Start of Block

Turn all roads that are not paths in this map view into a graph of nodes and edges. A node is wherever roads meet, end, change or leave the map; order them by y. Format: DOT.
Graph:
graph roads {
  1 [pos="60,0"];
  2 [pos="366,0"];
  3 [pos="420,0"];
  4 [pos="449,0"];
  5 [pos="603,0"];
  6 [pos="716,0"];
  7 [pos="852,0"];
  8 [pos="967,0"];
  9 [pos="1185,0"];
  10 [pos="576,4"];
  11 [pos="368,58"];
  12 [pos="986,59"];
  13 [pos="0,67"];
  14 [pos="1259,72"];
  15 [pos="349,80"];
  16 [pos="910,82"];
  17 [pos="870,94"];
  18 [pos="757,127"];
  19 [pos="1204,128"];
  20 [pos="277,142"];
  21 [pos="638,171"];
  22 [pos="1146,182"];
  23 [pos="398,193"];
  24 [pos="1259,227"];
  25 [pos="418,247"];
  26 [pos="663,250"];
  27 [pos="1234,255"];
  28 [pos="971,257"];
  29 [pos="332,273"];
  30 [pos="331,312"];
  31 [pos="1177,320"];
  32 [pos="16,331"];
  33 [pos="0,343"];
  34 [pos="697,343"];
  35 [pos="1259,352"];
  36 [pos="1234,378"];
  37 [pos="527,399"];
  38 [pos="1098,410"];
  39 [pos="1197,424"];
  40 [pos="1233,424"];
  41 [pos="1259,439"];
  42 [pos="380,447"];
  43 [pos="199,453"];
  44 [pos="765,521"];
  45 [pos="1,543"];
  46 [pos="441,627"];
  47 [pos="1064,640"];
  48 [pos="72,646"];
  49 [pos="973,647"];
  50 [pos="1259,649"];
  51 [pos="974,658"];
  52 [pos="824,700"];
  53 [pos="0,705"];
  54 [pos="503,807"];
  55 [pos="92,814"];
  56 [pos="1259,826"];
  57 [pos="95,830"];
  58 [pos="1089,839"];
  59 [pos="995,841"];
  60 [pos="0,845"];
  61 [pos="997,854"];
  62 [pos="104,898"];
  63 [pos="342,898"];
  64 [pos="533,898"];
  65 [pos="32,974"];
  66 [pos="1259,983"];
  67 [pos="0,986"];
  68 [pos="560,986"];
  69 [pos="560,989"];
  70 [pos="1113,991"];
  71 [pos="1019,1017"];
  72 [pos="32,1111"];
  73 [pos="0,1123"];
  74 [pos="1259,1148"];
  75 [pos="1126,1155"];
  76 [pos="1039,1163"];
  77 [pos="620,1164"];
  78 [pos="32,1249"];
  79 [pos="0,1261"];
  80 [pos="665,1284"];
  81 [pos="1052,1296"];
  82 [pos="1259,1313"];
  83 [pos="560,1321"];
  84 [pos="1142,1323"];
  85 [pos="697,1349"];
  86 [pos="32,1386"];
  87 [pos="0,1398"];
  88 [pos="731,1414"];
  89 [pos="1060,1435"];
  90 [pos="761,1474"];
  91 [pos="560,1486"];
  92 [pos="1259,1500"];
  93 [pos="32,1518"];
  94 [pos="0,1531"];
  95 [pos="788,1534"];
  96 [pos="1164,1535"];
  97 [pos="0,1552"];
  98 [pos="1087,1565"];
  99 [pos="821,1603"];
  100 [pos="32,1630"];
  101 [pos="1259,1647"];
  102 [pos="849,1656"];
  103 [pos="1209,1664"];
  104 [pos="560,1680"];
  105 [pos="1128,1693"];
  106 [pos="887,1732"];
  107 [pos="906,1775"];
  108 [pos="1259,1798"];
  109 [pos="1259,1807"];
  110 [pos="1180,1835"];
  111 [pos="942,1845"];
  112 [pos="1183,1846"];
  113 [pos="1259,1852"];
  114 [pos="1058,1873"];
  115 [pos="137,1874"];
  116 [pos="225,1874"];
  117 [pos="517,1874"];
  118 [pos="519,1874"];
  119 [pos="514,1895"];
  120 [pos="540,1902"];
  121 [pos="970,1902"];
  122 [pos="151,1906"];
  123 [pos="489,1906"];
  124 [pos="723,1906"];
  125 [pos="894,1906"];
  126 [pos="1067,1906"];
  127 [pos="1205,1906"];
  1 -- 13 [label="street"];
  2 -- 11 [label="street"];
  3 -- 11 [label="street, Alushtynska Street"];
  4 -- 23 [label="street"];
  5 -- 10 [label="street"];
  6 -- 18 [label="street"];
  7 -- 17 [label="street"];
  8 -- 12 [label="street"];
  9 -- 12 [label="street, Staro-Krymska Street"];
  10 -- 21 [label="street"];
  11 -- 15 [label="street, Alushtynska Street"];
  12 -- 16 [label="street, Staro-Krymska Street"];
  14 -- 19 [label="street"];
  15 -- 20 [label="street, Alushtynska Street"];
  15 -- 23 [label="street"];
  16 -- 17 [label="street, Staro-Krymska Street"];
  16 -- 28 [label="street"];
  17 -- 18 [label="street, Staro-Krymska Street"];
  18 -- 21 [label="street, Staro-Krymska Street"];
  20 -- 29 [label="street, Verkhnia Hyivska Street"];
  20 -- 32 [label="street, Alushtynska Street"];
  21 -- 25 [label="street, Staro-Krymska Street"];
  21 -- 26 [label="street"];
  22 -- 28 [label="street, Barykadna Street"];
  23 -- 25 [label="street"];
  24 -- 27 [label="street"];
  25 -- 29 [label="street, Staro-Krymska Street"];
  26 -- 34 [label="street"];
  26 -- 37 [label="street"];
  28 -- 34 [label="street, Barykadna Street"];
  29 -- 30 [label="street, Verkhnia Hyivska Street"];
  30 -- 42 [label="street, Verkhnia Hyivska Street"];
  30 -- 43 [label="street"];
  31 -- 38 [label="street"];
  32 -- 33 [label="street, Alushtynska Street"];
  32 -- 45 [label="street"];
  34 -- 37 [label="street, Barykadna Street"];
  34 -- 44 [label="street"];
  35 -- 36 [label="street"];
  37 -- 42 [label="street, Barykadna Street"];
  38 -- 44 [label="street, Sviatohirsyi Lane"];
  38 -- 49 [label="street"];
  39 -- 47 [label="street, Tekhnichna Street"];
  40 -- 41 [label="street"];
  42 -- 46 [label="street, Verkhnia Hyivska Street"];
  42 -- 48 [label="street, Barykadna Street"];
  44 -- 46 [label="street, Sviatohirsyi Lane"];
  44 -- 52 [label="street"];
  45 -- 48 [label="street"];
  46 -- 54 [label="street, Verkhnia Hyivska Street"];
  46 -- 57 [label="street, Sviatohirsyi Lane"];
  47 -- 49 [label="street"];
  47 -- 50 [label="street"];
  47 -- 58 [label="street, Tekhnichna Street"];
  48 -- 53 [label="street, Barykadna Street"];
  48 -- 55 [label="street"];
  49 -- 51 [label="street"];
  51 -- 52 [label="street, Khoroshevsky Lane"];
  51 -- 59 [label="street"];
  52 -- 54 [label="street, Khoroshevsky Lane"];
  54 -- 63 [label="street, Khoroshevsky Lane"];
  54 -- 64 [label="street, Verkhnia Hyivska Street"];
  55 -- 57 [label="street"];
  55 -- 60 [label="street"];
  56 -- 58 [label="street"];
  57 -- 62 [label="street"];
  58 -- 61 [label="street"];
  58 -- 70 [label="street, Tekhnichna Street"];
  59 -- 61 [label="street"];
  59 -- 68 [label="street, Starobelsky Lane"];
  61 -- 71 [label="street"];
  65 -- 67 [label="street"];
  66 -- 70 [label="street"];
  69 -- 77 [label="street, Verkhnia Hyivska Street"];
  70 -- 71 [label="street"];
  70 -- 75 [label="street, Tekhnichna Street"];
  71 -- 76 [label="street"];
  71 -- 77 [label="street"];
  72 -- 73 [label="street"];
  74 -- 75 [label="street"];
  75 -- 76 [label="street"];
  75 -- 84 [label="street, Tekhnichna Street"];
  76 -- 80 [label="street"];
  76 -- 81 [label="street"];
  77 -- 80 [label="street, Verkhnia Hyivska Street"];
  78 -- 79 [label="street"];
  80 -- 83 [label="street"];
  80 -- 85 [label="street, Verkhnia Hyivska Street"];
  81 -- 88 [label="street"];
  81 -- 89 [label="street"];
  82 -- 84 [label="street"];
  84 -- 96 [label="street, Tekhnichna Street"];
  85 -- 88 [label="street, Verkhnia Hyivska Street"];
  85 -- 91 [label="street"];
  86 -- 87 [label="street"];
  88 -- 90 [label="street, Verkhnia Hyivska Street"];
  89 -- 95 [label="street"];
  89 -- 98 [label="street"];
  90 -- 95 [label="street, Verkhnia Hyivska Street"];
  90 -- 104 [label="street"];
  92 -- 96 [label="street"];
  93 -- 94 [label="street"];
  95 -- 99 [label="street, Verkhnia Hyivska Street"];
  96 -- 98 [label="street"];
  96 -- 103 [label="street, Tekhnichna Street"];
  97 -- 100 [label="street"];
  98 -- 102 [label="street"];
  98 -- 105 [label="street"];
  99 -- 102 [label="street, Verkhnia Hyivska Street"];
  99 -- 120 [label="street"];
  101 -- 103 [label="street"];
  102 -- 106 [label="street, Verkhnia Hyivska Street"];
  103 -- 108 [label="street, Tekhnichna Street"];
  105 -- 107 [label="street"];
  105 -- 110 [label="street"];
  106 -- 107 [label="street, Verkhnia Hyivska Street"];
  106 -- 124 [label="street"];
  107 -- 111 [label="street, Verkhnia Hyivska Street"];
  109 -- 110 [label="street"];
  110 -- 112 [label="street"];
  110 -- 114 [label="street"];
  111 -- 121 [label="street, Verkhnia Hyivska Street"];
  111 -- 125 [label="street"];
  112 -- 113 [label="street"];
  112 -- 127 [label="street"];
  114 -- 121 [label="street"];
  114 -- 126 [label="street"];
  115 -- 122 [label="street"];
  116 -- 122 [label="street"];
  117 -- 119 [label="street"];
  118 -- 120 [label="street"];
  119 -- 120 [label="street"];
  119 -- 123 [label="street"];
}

End of Block

- [Task details]
Using only the data above, copy out the lines that include the word "Barykadna".

- [Answer for this exercise]
  22 -- 28 [label="street, Barykadna Street"];
  28 -- 34 [label="street, Barykadna Street"];
  34 -- 37 [label="street, Barykadna Street"];
  37 -- 42 [label="street, Barykadna Street"];
  42 -- 48 [label="street, Barykadna Street"];
  48 -- 53 [label="street, Barykadna Street"];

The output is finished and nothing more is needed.